Gerstl & Schönberg

It was at 10 a.m. on a cloudy, dank and unseasonably cold autumnal day that Otto Nirenstein opened the doors of his Neue Galerie to an unsuspecting Viennese public and, 23 years after the young artist’s death, invited the world to view Richard Gerstl’s works for the first time. As they climbed the stairs to Nirenstein’s exhibition rooms, situated under the towering spire of St Stephen’s Cathedral in the courtyard of Grünangergasse 1, they would have expected something extraordinary, for the dealer, a radio ham and admirer of fine cars, had acquired a reputation of having perceptive taste in his appreciation and promotion of new and progressive talent.

Nirenstein had been introduced to Gerstl’s works some months earlier when Alois Gerstl had come to Grünangergasse carrying a few of his younger brother’s small landscapes. Accustomed to the artful nature of Viennese society, Nirenstein had, at first, discounted Alois’s story, preferring to believe that it was Alois himself who had produced them. A visit to the warehouse of Rosin and Knauer, where some 60 of Richard Gerstl’s paintings and drawings had lain gathering dust in a crate since the artist killed himself, aged 25, in 1908, convinced him otherwise.

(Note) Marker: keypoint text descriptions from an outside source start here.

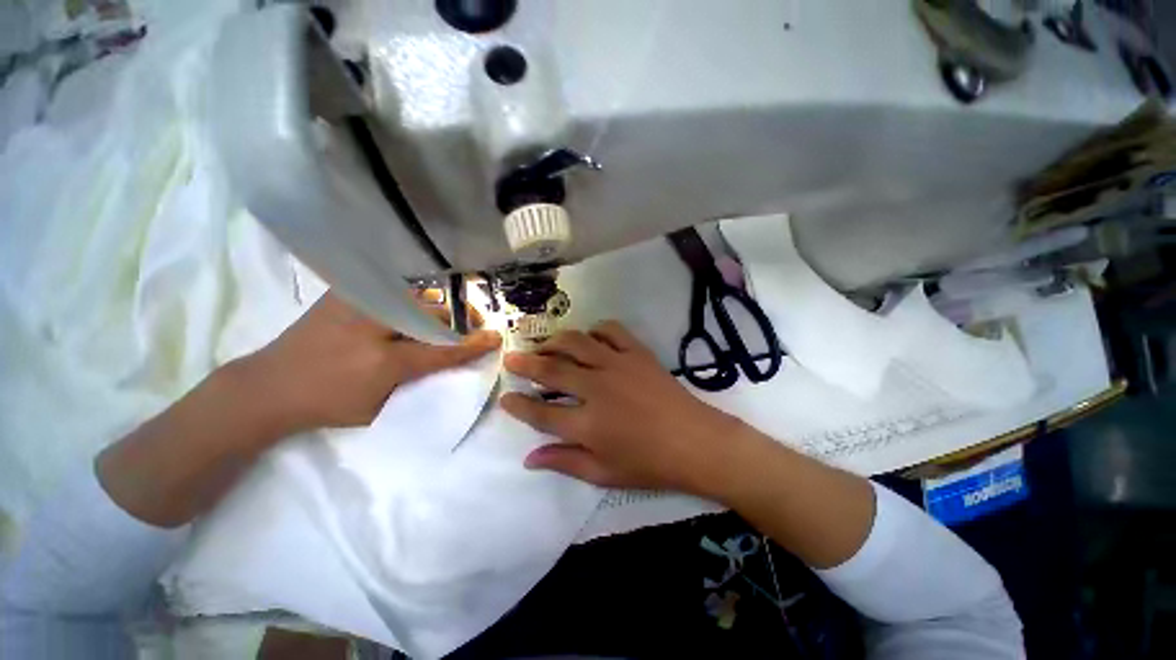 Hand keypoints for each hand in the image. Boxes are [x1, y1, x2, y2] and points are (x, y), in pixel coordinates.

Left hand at [241, 292, 499, 432]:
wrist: (268, 386)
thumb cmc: (327, 405)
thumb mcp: (379, 407)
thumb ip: (417, 383)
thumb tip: (448, 363)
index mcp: (385, 362)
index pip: (443, 350)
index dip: (473, 344)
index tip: (495, 337)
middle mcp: (374, 326)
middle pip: (435, 314)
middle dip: (460, 319)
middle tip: (471, 326)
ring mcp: (358, 304)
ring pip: (418, 296)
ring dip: (439, 307)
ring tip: (446, 317)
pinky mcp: (345, 293)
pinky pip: (393, 289)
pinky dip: (412, 296)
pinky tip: (415, 306)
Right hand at [499, 321, 742, 493]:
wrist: (696, 442)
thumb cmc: (650, 464)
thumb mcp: (604, 473)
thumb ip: (565, 462)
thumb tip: (529, 459)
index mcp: (587, 424)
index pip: (540, 413)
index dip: (518, 405)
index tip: (505, 397)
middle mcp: (597, 389)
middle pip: (552, 370)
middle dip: (526, 363)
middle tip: (512, 358)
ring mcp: (618, 365)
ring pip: (576, 342)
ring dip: (555, 341)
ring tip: (545, 345)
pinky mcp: (637, 353)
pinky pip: (611, 330)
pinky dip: (595, 329)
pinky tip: (589, 337) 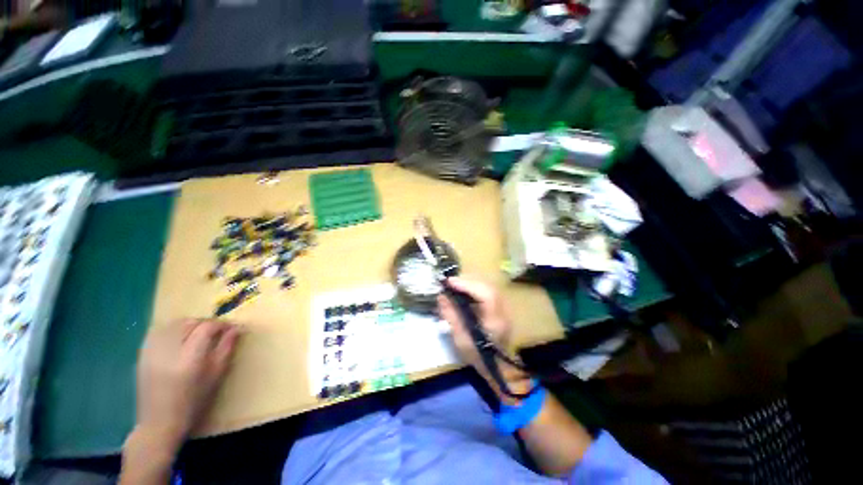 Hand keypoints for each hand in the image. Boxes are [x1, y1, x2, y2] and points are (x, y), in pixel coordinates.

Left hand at [133, 319, 241, 451]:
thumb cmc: (194, 402)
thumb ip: (227, 348)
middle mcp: (170, 351)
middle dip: (206, 322)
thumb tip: (237, 328)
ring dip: (190, 324)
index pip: (207, 327)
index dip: (222, 324)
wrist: (159, 422)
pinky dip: (172, 329)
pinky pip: (158, 331)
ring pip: (174, 324)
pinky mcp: (143, 355)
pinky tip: (179, 336)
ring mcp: (153, 352)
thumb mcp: (216, 375)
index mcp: (190, 358)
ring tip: (199, 333)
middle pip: (190, 322)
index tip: (232, 328)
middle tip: (217, 331)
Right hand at [437, 277, 530, 400]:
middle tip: (450, 282)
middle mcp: (502, 311)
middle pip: (487, 287)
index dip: (467, 285)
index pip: (485, 295)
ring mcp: (502, 308)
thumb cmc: (477, 355)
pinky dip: (474, 288)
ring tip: (455, 285)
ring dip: (471, 284)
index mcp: (494, 321)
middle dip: (468, 282)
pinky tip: (464, 291)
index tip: (449, 282)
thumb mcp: (460, 339)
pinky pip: (486, 292)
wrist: (496, 367)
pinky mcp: (499, 308)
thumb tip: (441, 296)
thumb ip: (451, 316)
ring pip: (488, 287) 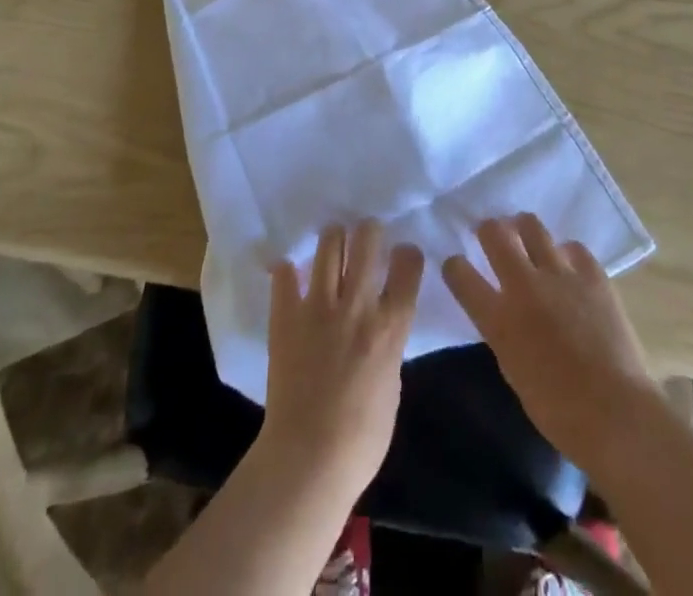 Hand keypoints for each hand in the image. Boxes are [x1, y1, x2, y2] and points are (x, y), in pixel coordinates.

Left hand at [259, 222, 424, 493]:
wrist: (308, 460)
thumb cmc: (362, 439)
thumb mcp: (392, 386)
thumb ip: (389, 346)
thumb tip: (381, 327)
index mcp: (390, 325)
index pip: (408, 265)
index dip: (408, 254)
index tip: (403, 256)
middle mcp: (357, 305)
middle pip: (368, 240)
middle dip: (370, 231)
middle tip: (366, 237)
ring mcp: (318, 306)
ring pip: (329, 244)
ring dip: (334, 238)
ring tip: (333, 242)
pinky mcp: (286, 316)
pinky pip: (285, 275)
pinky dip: (288, 271)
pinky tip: (291, 273)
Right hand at [443, 214, 661, 469]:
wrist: (615, 412)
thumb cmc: (558, 409)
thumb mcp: (513, 369)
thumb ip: (503, 331)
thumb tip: (504, 311)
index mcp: (499, 317)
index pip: (460, 273)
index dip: (455, 266)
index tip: (458, 266)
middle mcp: (524, 285)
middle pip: (494, 233)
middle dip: (487, 230)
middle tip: (491, 236)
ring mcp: (560, 274)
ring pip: (531, 225)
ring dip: (523, 229)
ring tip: (526, 237)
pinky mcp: (592, 273)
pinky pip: (573, 246)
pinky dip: (565, 253)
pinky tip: (568, 266) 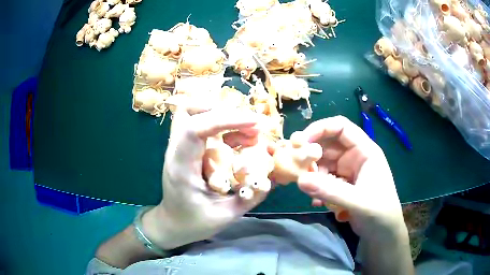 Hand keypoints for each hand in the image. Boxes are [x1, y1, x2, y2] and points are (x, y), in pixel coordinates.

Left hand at [142, 107, 268, 249]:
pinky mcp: (186, 148)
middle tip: (250, 124)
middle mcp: (176, 151)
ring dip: (223, 115)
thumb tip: (270, 179)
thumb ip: (248, 198)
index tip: (255, 123)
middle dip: (222, 110)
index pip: (195, 129)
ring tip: (250, 131)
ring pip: (193, 112)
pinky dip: (222, 125)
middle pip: (189, 110)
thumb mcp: (224, 216)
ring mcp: (179, 147)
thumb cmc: (193, 222)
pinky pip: (200, 124)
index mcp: (181, 167)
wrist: (172, 224)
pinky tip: (240, 139)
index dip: (225, 119)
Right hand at [296, 116, 406, 240]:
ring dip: (314, 177)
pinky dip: (318, 189)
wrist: (383, 233)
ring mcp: (348, 172)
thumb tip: (300, 180)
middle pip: (328, 146)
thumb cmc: (379, 212)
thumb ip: (330, 191)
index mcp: (365, 151)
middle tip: (296, 170)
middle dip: (311, 156)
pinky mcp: (342, 185)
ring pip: (324, 165)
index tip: (301, 141)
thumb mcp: (358, 201)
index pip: (341, 127)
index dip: (320, 128)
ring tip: (312, 194)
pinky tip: (318, 203)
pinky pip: (324, 181)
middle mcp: (355, 157) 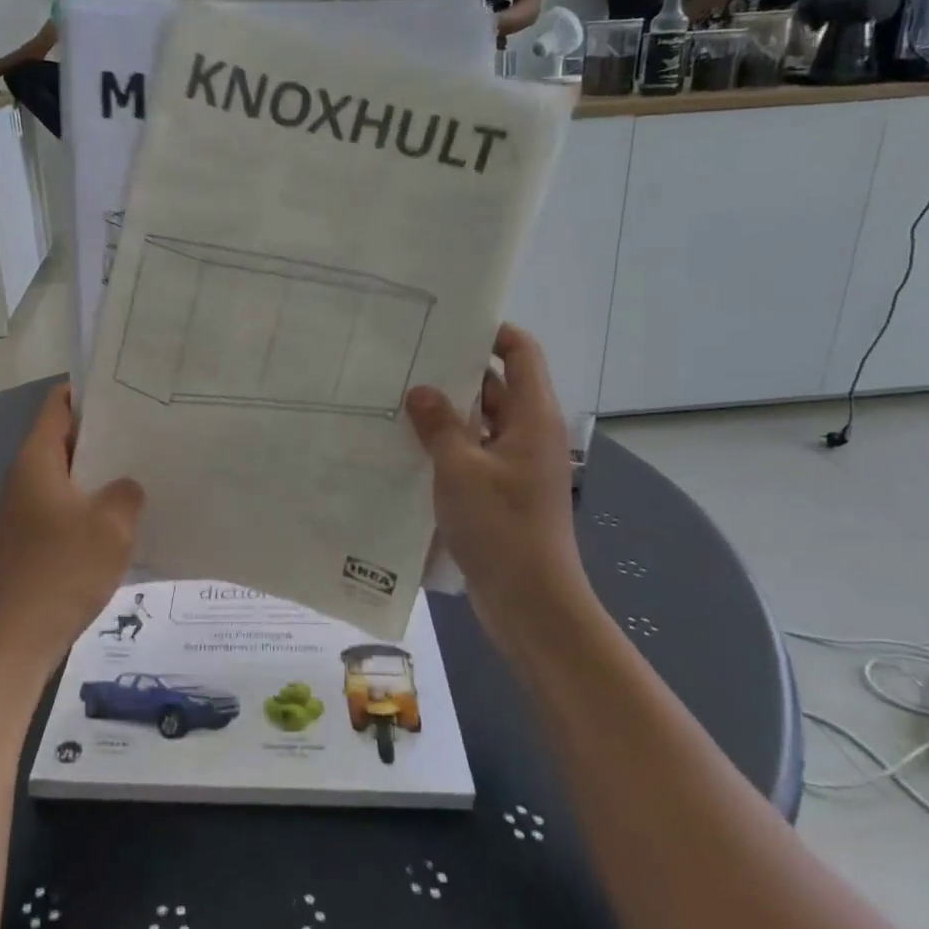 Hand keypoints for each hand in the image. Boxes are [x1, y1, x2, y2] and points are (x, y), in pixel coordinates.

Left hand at [0, 386, 143, 671]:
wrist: (12, 643)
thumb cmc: (61, 572)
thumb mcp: (111, 526)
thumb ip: (127, 493)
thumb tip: (126, 487)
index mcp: (35, 461)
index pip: (57, 405)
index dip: (89, 393)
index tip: (128, 393)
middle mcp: (22, 479)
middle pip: (62, 440)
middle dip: (102, 435)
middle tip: (147, 434)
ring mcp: (20, 513)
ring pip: (64, 478)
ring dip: (98, 475)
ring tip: (141, 473)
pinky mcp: (26, 543)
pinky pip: (60, 509)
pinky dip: (87, 507)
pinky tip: (119, 522)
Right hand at [405, 326, 586, 648]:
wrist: (531, 602)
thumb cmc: (502, 526)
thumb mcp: (461, 469)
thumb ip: (439, 425)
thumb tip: (421, 391)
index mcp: (532, 417)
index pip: (521, 353)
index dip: (492, 333)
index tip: (448, 326)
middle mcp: (528, 434)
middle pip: (495, 387)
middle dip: (455, 374)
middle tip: (405, 361)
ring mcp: (515, 466)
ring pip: (480, 424)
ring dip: (446, 415)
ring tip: (396, 399)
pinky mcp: (500, 493)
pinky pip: (472, 455)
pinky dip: (446, 448)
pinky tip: (406, 448) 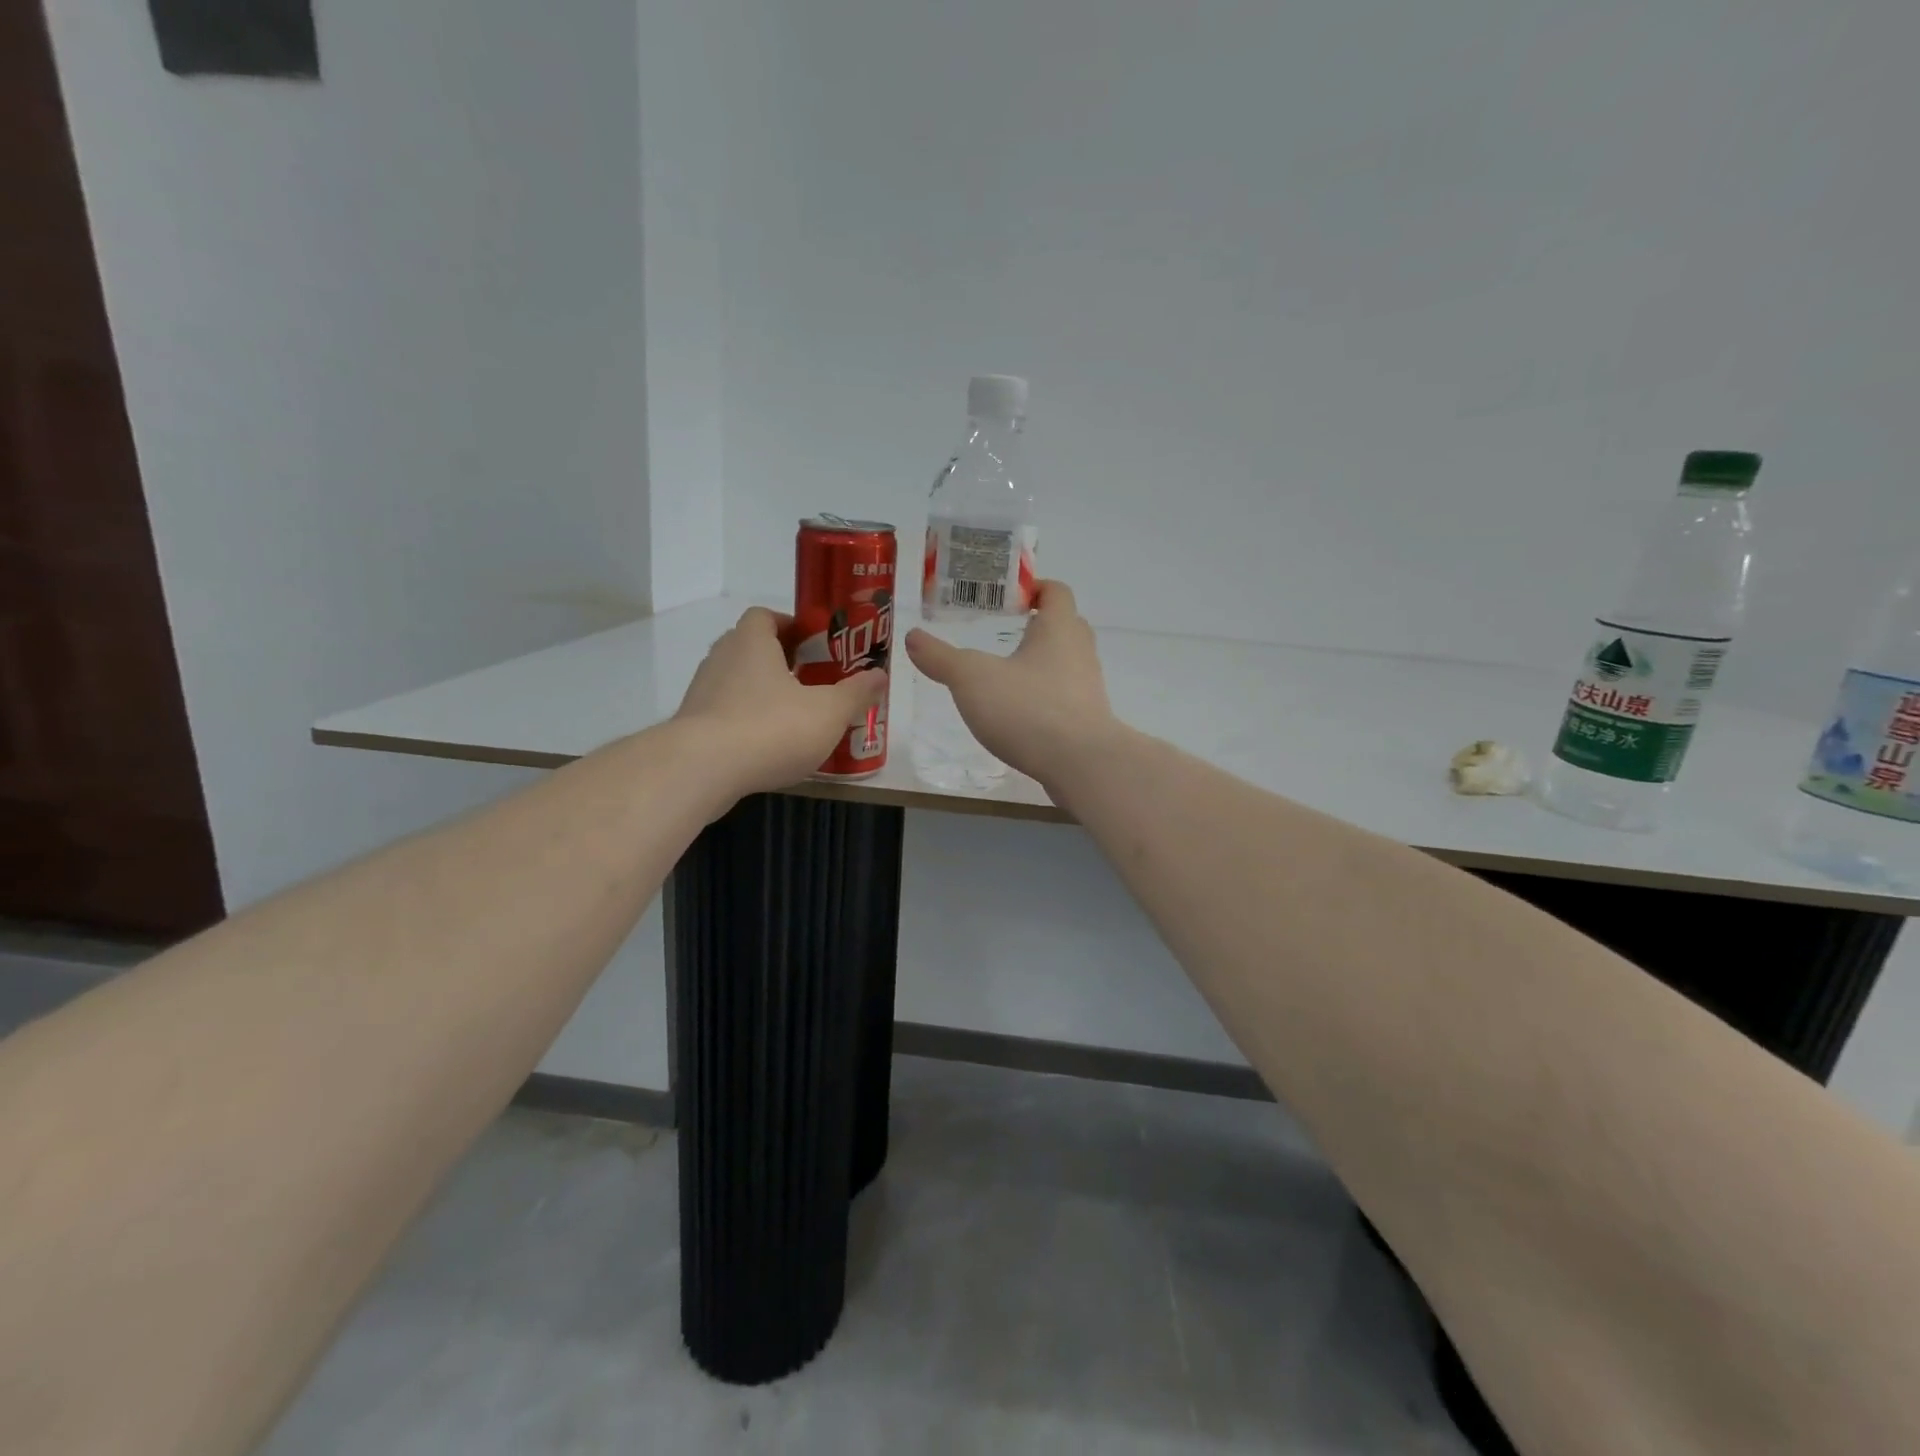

Nirenstein immediately saw their potential, realising that he had discovered a unique Expressionist artist, who Nirenstein immediately likened to van Gogh. Moreover, it became clear that, in the context of fin de siecle Vienna, Gerstl was ahead of the likes of Schiele, Kokoschka, Kubin and other artists that the dealer had championed. Austria, though, having been decimated by WW1 and hyperinflation, was now in the grip of the 1931 crash of its economy, so the sudden appearance of Alois must have tested Nirenstein’s financial ingenuity. A deal, however, was struck, and after much restoration to the canvasses, the Neue Galerie’s Gerstl exhibition was scheduled for the 28 September 1931.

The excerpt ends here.